Input Start Marker
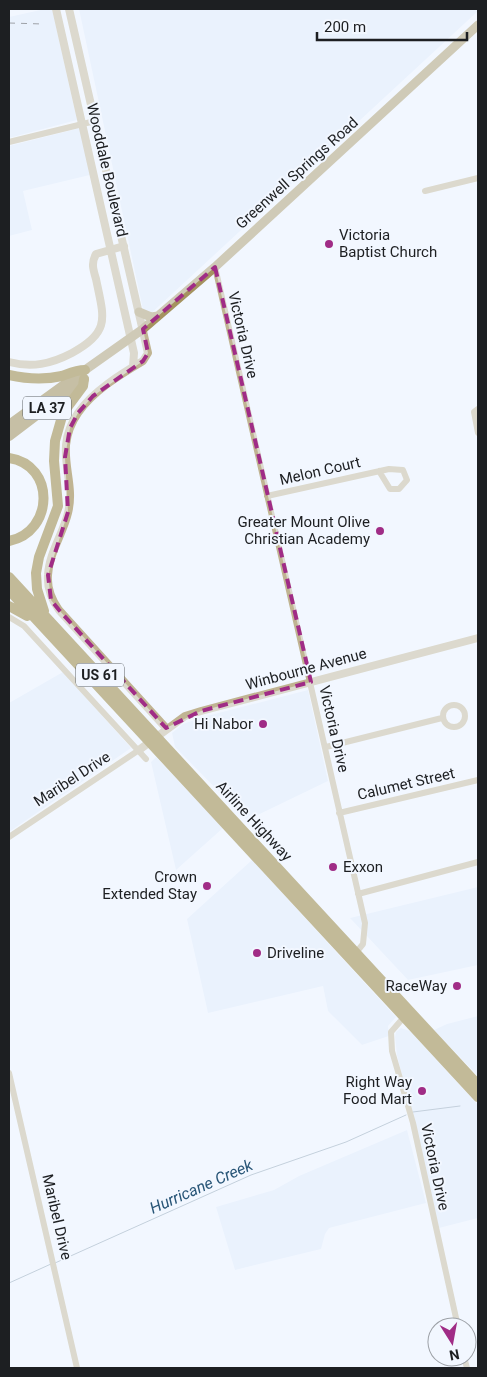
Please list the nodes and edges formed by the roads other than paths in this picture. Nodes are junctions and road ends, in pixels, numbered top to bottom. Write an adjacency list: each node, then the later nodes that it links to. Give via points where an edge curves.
1 (56, 9): 5 (street, Wooddale Boulevard)
2 (69, 9): 4 (street, Wooddale Boulevard)
3 (478, 25): 13 (main road, Greenwell Springs Road)
4 (74, 28): 5 (street); 6 (street, Wooddale Boulevard)
5 (61, 31): 7 (street, Wooddale Boulevard)
6 (95, 121): 7 (street); 11 (street, Wooddale Boulevard)
7 (83, 123): 8 (street); 12 (street, Wooddale Boulevard)
8 (9, 142)
9 (478, 178): 10 (street)
10 (425, 191)
11 (124, 246): 12 (street); 14 (street, Wooddale Boulevard)
12 (112, 249): 17 (street, Wooddale Boulevard); 18 (street, via 96,254 92,261 103,312 95,338 55,362 35,365)
13 (215, 268): 15 (main road, Greenwell Springs Road); 28 (street, Victoria Drive)
14 (139, 312): 15 (main road); 16 (street, Wooddale Boulevard)
15 (158, 316): 16 (main road, Greenwell Springs Road)
16 (143, 329): 17 (main road, Greenwell Springs Road / LA 37); 19 (street, Wooddale Boulevard, via 148,353)
17 (131, 338): 19 (street, Wooddale Boulevard, via 135,361); 21 (main road, Greenwell Springs Road / LA 37)
18 (9, 362)
19 (132, 368): 39 (street, via 94,396 78,413 70,428 64,457 70,495 68,512 50,560 48,588 51,600 59,610)
20 (9, 375): 21 (highway, via 39,379 77,370)
21 (85, 375): 23 (main road, Greenwell Springs Road / LA 37); 25 (main road, Greenwell Springs Road / LA 37); 33 (highway, via 83,386 63,413 55,441 58,506 36,572)
22 (476, 411): 24 (street)
23 (9, 425)
24 (478, 433)
25 (9, 436)
26 (9, 458): 29 (highway, via 22,462 36,473 45,500 41,517 33,528 24,536)
27 (379, 471): 27 (street, Melon Court, via 399,469 406,474 407,480 399,488 390,489); 28 (street, Melon Court)
28 (267, 496): 37 (street, Victoria Drive)
29 (9, 541)
30 (9, 577): 33 (highway, Airline Highway / US 61)
31 (9, 590): 34 (highway, Airline Highway / US 61)
32 (9, 606): 34 (highway, via 26,616)
33 (44, 615): 40 (highway, Airline Highway / US 61)
34 (33, 616): 40 (highway, Airline Highway / US 61)
35 (9, 617): 42 (street, via 24,626)
36 (478, 638): 37 (street, Winbourne Avenue)
37 (311, 682): 39 (street, Winbourne Avenue, via 184,716); 41 (street, Victoria Drive)
38 (442, 718): 41 (street)
39 (166, 728): 40 (street, Winbourne Avenue)
40 (152, 739): 42 (street, Maribel Drive); 49 (highway, Airline Highway / US 61)
41 (326, 747): 45 (street, Victoria Drive)
42 (138, 750): 43 (street); 46 (street, Maribel Drive)
43 (146, 759)
44 (478, 780): 45 (street, Calumet Street)
45 (339, 812): 48 (street, Victoria Drive)
46 (9, 837)
47 (478, 862): 48 (street)
48 (358, 894): 49 (street, Victoria Drive, via 366,935)
49 (353, 956): 50 (highway, Airline Highway / US 61)
50 (408, 1015): 52 (highway, Airline Highway / US 61); 54 (street, Victoria Drive, via 391,1032 392,1051 413,1123)
51 (9, 1073): 55 (street, Maribel Drive)
52 (474, 1084): 53 (highway, Airline Highway / US 61)
53 (478, 1097)
54 (456, 1317)
55 (77, 1368)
Input End Marker
Omit all pictures and repeat the rest of the records verbatim.

Please list the nodes and edges formed by the roads other than paths in this picture. Nodes are junctions and road ends, in pixels, numbered top to bottom. Write an adjacency list: each node, then the later nodes that it links to. Give via points where an edge curves.
1 (56, 9): 5 (street, Wooddale Boulevard)
2 (69, 9): 4 (street, Wooddale Boulevard)
3 (478, 25): 13 (main road, Greenwell Springs Road)
4 (74, 28): 5 (street); 6 (street, Wooddale Boulevard)
5 (61, 31): 7 (street, Wooddale Boulevard)
6 (95, 121): 7 (street); 11 (street, Wooddale Boulevard)
7 (83, 123): 8 (street); 12 (street, Wooddale Boulevard)
8 (9, 142)
9 (478, 178): 10 (street)
10 (425, 191)
11 (124, 246): 12 (street); 14 (street, Wooddale Boulevard)
12 (112, 249): 17 (street, Wooddale Boulevard); 18 (street, via 96,254 92,261 103,312 95,338 55,362 35,365)
13 (215, 268): 15 (main road, Greenwell Springs Road); 28 (street, Victoria Drive)
14 (139, 312): 15 (main road); 16 (street, Wooddale Boulevard)
15 (158, 316): 16 (main road, Greenwell Springs Road)
16 (143, 329): 17 (main road, Greenwell Springs Road / LA 37); 19 (street, Wooddale Boulevard, via 148,353)
17 (131, 338): 19 (street, Wooddale Boulevard, via 135,361); 21 (main road, Greenwell Springs Road / LA 37)
18 (9, 362)
19 (132, 368): 39 (street, via 94,396 78,413 70,428 64,457 70,495 68,512 50,560 48,588 51,600 59,610)
20 (9, 375): 21 (highway, via 39,379 77,370)
21 (85, 375): 23 (main road, Greenwell Springs Road / LA 37); 25 (main road, Greenwell Springs Road / LA 37); 33 (highway, via 83,386 63,413 55,441 58,506 36,572)
22 (476, 411): 24 (street)
23 (9, 425)
24 (478, 433)
25 (9, 436)
26 (9, 458): 29 (highway, via 22,462 36,473 45,500 41,517 33,528 24,536)
27 (379, 471): 27 (street, Melon Court, via 399,469 406,474 407,480 399,488 390,489); 28 (street, Melon Court)
28 (267, 496): 37 (street, Victoria Drive)
29 (9, 541)
30 (9, 577): 33 (highway, Airline Highway / US 61)
31 (9, 590): 34 (highway, Airline Highway / US 61)
32 (9, 606): 34 (highway, via 26,616)
33 (44, 615): 40 (highway, Airline Highway / US 61)
34 (33, 616): 40 (highway, Airline Highway / US 61)
35 (9, 617): 42 (street, via 24,626)
36 (478, 638): 37 (street, Winbourne Avenue)
37 (311, 682): 39 (street, Winbourne Avenue, via 184,716); 41 (street, Victoria Drive)
38 (442, 718): 41 (street)
39 (166, 728): 40 (street, Winbourne Avenue)
40 (152, 739): 42 (street, Maribel Drive); 49 (highway, Airline Highway / US 61)
41 (326, 747): 45 (street, Victoria Drive)
42 (138, 750): 43 (street); 46 (street, Maribel Drive)
43 (146, 759)
44 (478, 780): 45 (street, Calumet Street)
45 (339, 812): 48 (street, Victoria Drive)
46 (9, 837)
47 (478, 862): 48 (street)
48 (358, 894): 49 (street, Victoria Drive, via 366,935)
49 (353, 956): 50 (highway, Airline Highway / US 61)
50 (408, 1015): 52 (highway, Airline Highway / US 61); 54 (street, Victoria Drive, via 391,1032 392,1051 413,1123)
51 (9, 1073): 55 (street, Maribel Drive)
52 (474, 1084): 53 (highway, Airline Highway / US 61)
53 (478, 1097)
54 (456, 1317)
55 (77, 1368)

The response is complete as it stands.